Criteri relativi alla trasmissione dei prospetti informativi da parte dei datori di lavoro soggetti alla disciplina in materia di assunzioni obbligatorie di cui alla legge 12 marzo 1999, n. 68, recante: 'Norme per il diritto al lavoro dei disabili'.
Decreto Ministeriale

IL MINISTRO DEL LAVORO
E DELLA PREVIDENZA SOCIALE Visto l’art. 9, comma 6, della legge
12 marzo 1999, n. 68, che impone ai datori di lavoro pubblici e
privati di inviare agli uffici competenti un prospetto dal quale
risultino il numero complessivo dei lavoratori dipendenti, il numero e
i nominativi dei lavoratori computabili nella quota di riserva in
favore dei lavoratori beneficiari della disciplina in materia di
assunzioni obbligatorie, nonché i posti di lavoro e le mansioni
disponibili per i lavoratori disabili;
Visto il medesimo art. 9, comma 6, che rimette ad un decreto del
Ministro del lavoro e della previdenza sociale la determinazione della
periodicità dell’invio dei suddetti prospetti, nonché l’individuazione
di ulteriori informazioni, da inserire nei prospetti medesimi, per
l’applicazione della disciplina sulle assunzioni obbligatorie;
Sentita la conferenza unificata di cui all’art. 8 del decreto
legislativo 28 agosto 1997, n. 281, che ha espresso parere favorevole
sullo schema di provvedimento nella seduta del 4 novembre 1999;
Decreta: Art. 1
Oggetto del decreto 1. Ai sensi dell’art. 9, comma 6, della
legge 12 marzo 1999, n. 68, il presente decreto disciplina la
periodicità dell’invio dei prospetti informativi, da parte dei datori
di lavoro pubblici e privati soggetti agli obblighi di cui alla citata
legge, al competente servizio individuato dalle regioni ai sensi
dell’art. 4 del decreto legislativo 23 dicembre 1997, n. 469, di
seguito denominato “servizio”, nonché le informazioni che i suddetti
prospetti devono contenere oltre a quelle individuate dal citato comma
6. Art. 2
Periodicità dell’invio dei prospetti 1. Entro il 31 gennaio di
ciascun anno, i datori di lavoro di cui all’art. 1 con sede unica
trasmettono al servizio presso cui sono istituiti gli elenchi dei
lavoratori disabili per gli avviamenti al lavoro, anche per via
telematica ed anche per il tramite delle associazioni cui aderiscono,
i prospetti informativi di cui al presente decreto. I datori di lavoro
che hanno sedi in più province
della stessa regione o di regioni diverse, trasmettono i suddetti
prospetti separatamente al servizio territorialmente competente per
ciascuna sede, come sopra individuato, e complessivamente al servizio
competente per il territorio in cui si trova la sede legale.
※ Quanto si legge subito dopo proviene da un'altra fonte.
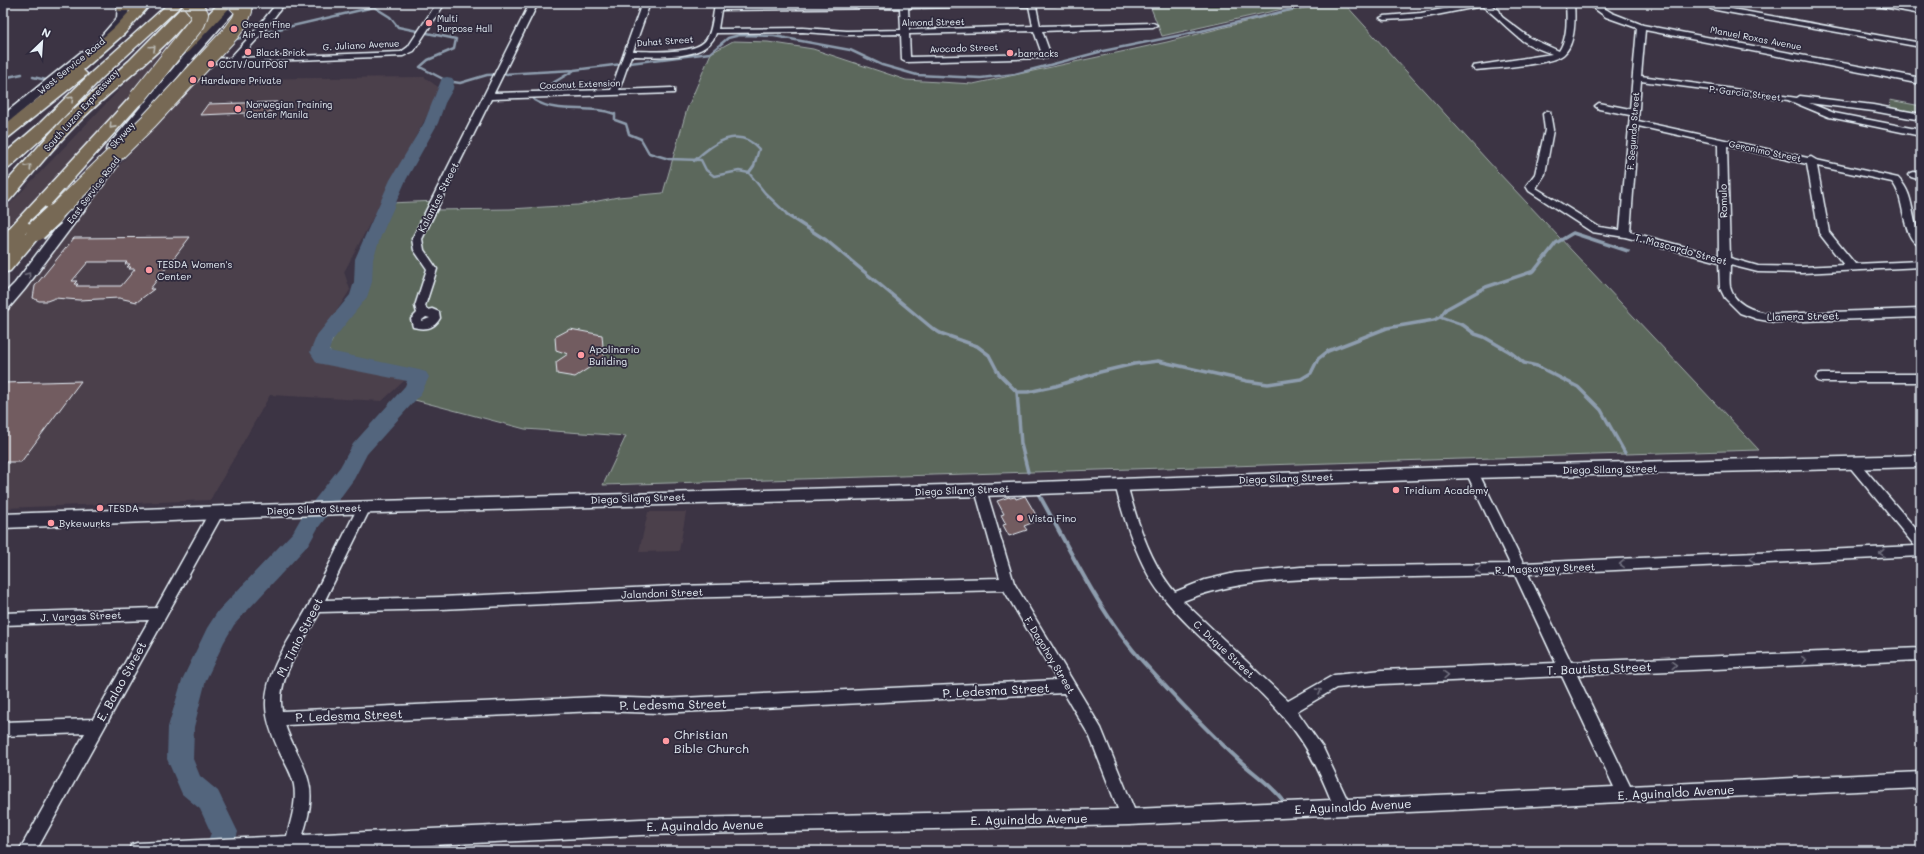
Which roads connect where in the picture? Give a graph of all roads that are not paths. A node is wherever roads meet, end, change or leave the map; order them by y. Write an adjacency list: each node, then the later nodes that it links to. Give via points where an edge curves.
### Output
1 (162, 3): 45 (highway)
2 (177, 3): 26 (highway, South Luzon Expressway)
3 (192, 3): 43 (highway, bridge, via 200,14 197,23); 50 (highway, one-way to 3, via 160,42)
4 (227, 3): 43 (highway, Skyway, bridge)
5 (237, 3): 36 (main road, East Service Road); 59 (highway, bridge, via 244,11 243,16 170,101)
6 (241, 3): 59 (highway, Skyway, bridge)
7 (248, 3): 36 (main road, East Service Road)
8 (281, 3): 34 (street)
9 (440, 3): 34 (street, G. Juliano Avenue, via 408,51 398,54)
10 (534, 3): 42 (street, Kalantas Street)
11 (646, 3): 35 (street)
12 (1032, 3): 13 (street); 22 (street); 29 (street)
13 (1056, 3)
14 (1482, 3): 23 (street); 25 (street, via 1438,13)
15 (1500, 3): 23 (street)
16 (1570, 3): 33 (street, via 1565,49)
17 (1591, 3): 28 (street, Manuel Roxas Avenue, via 1609,14)
18 (1709, 3): 32 (street, via 1714,7 1732,11)
19 (1872, 3): 24 (street)
20 (123, 5): 45 (highway, via 141,7 120,30 60,83); 51 (main road, West Service Road, via 125,14 113,30)
21 (718, 5): 22 (street); 30 (street, Duhat Street)
22 (904, 5): 31 (street)
23 (1496, 12): 33 (street, via 1499,18 1527,40)
24 (1921, 12)
25 (1384, 18)
26 (156, 22): 50 (highway, South Luzon Expressway, via 128,59); 56 (highway, South Luzon Expressway, one-way to 26, via 44,128 97,74)
27 (1153, 26): 29 (street, Almond Street)
28 (1641, 27): 38 (street, F. Segundo Street); 39 (street, Manuel Roxas Avenue)
29 (1037, 29): 31 (street, Almond Street); 31 (street, Avocado Street, via 1047,56 906,60)
30 (713, 31): 31 (street, Almond Street); 35 (street, Duhat Street, via 707,43 692,51)
31 (906, 32)
32 (1921, 45)
33 (1559, 54): 37 (street, via 1543,59)
34 (233, 60): 36 (street, G. Juliano Avenue)
35 (626, 61): 41 (street)
36 (189, 62): 58 (main road, East Service Road, via 100,178)
37 (1476, 68)
38 (1637, 78): 44 (street, P. Garcia Street); 49 (street, F. Segundo Street)
39 (1921, 81)
40 (671, 91): 41 (street, Coconut Extension)
41 (614, 93): 42 (street, Coconut Extension)
42 (489, 96): 69 (street, Kalantas Street, via 417,239 419,250 432,269 420,306)
43 (138, 97): 62 (highway, Skyway, one-way to 62)
44 (1790, 98): 48 (street, via 1873,108); 52 (street, P. Garcia Street, via 1837,116)
45 (47, 100): 53 (highway)
46 (1599, 106): 49 (street, Geronimo Street)
47 (1547, 114): 60 (street, T. Mascardo Street, via 1549,130 1540,174 1531,184 1532,189 1596,230)
48 (1921, 117)
49 (1634, 118): 54 (street, Geronimo Street); 60 (street, F. Segundo Street)
50 (71, 120): 57 (highway, South Luzon Expressway, one-way to 50)
51 (3, 121)
52 (1921, 133)
53 (3, 134)
54 (1722, 142): 55 (street, Geronimo Street); 63 (street, Romulo)
55 (1811, 160): 61 (street, Geronimo Street, via 1895,180 1902,185 1915,235); 66 (street, via 1824,233)
56 (3, 164)
57 (3, 197)
58 (64, 219): 67 (main road, East Service Road); 68 (main road, East Service Road, one-way to 58)
59 (36, 231): 65 (highway, Skyway)
60 (1625, 234): 63 (street, T. Mascardo Street)
61 (1921, 243)
62 (3, 246)
63 (1723, 261): 66 (street, T. Mascardo Street, via 1758,269 1783,271); 70 (street, Llanera Street, via 1725,288 1730,297 1741,309 1755,316 1774,318)
64 (1921, 264): 66 (street, T. Mascardo Street)
65 (3, 267)
66 (1852, 267)
67 (3, 289)
68 (3, 305)
69 (423, 314)
70 (1921, 314)
71 (1822, 378): 72 (street)
72 (1921, 378)
73 (1921, 460): 74 (street, Diego Silang Street)
74 (1853, 463): 75 (street, Diego Silang Street); 81 (street)
75 (1472, 472): 76 (street, Diego Silang Street); 83 (street)
76 (1121, 484): 77 (street, Diego Silang Street); 85 (street, C. Duque Street, via 1127,512 1146,556 1164,589)
77 (981, 490): 78 (street, Diego Silang Street); 84 (street, F. Dagohoy Street)
78 (365, 507): 79 (street, Diego Silang Street); 86 (street, M. Tinio Street)
79 (216, 513): 80 (street, Diego Silang Street); 87 (street, E. Balao Street)
80 (3, 521)
81 (1921, 544)
82 (1921, 551): 83 (street, R. Magsaysay Street, one-way to 83)
83 (1520, 569): 85 (street, R. Magsaysay Street, one-way to 85, via 1294,573 1235,579 1205,586); 90 (street)
84 (1008, 584): 86 (street, Jalandoni Street, via 675,592); 91 (street, F. Dagohoy Street)
85 (1173, 599): 92 (street, C. Duque Street, via 1266,688)
86 (316, 606): 93 (street, M. Tinio Street, via 275,686 273,703)
87 (159, 614): 88 (street, J. Vargas Street); 94 (street, E. Balao Street)
88 (3, 619)
89 (1921, 654): 90 (street, T. Bautista Street, one-way to 89)
90 (1566, 670): 92 (street, T. Bautista Street, one-way to 90, via 1334,682 1382,677); 97 (street)
91 (1069, 686): 93 (street, P. Ledesma Street, via 660,706 596,704); 99 (street, F. Dagohoy Street, via 1096,733)
92 (1285, 710): 98 (street, C. Duque Street, via 1298,724 1327,770)
93 (277, 718): 100 (street, M. Tinio Street, via 283,741 298,771 302,787 302,806)
94 (96, 726): 95 (street); 101 (street, E. Balao Street)
95 (3, 729)
96 (1921, 780): 97 (street, E. Aguinaldo Avenue)
97 (1626, 794): 98 (street, E. Aguinaldo Avenue)
98 (1342, 806): 99 (street, E. Aguinaldo Avenue)
99 (1129, 816): 100 (street, E. Aguinaldo Avenue, via 641,827)
100 (293, 843): 102 (street, E. Aguinaldo Avenue)
101 (27, 851)
102 (137, 851)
2. Limitatamente all’anno 2000, il termine per l’invio dei prospetti
informativi è differito al 31 marzo. Art. 3
Informazioni da inserire nei prospetti 1. A norma di quanto
previsto dall’art. 9, comma 6, della citata legge n. 68 del 1999,
i prospetti informativi di cui al presente decreto devono contenere:
a) il numero complessivo dei lavoratori dipendenti e il numero dei
lavoratori su cui si computa la quota di riserva, secondo quanto
previsto dalla normativa vigente;
b) il numero ed i nominativi dei lavoratori computabili nella quota di
riserva, senza distinzioni riferite al titolo invalidante, con
l’indicazione del sesso, dell’età, della qualifica di appartenenza e
della data di inizio del rapporto di lavoro;
c) il numero dei lavoratori computabili nella quota di riserva assunti
con contratto a termine, con contratto di formazione e lavoro, con
contratto di apprendistato, con contratto di fornitura di lavoro
temporaneo o con contratto di reinserimento, nonché il numero dei
lavoratori occupati a domicilio o con modalità di telelavoro;
d) il numero complessivo dei lavoratori dipendenti appartenenti alle
categorie di cui all’art. 18, comma 2, della citata legge n. 68 del
1999;
e) i posti di lavoro e le mansioni disponibili per i lavoratori
disabili di cui all’art. 1 della citata legge n. 68 del 1999;
f) limitatamente ai datori di lavoro privati, il numero delle
convenzioni in corso, stipulate ai fini dell’inserimento occupazionale
dei disabili o con finalità formative, anche se non dirette ad
instaurare un rapporto di lavoro, e il numero delle unità lavorative
coinvolte, distinte per sesso e per età;
g) la fruizione di autorizzazioni concesse o richieste a titolo di
esonero parziale o di gradualità degli avviamenti, limitatamente ai
datori di lavoro privati, nonché di compensazione territoriale, con
l’indicazione delle sedi in cui si assume, rispettivamente, in
eccedenza o in riduzione, in base alla disciplina vigente, nonché la
fruizione della sospensione degli obblighi occupazionali.
Art. 4
Disposizioni finali 1. Con decreto del Ministro del lavoro e
della previdenza sociale, sentita la Conferenza unificata di cui
all’art. 8 del decreto legislativo 28 agosto 1997, n. 281, può essere
modificata la periodicità della presentazione dei prospetti
informativi e possono essere elaborati modelli, distinti per i datori
di lavoro pubblici e per i datori di privati, per la compilazione dei
prospetti medesimi.
2. Le regioni trasmettono, in forma sintetica e per settori di
attività, i dati aggregati inseriti nei prospetti informativi al
Ministero del lavoro e della previdenza sociale, ai fini della
verifica sul funzionamento del meccanismo informativo di cui al
presente decreto.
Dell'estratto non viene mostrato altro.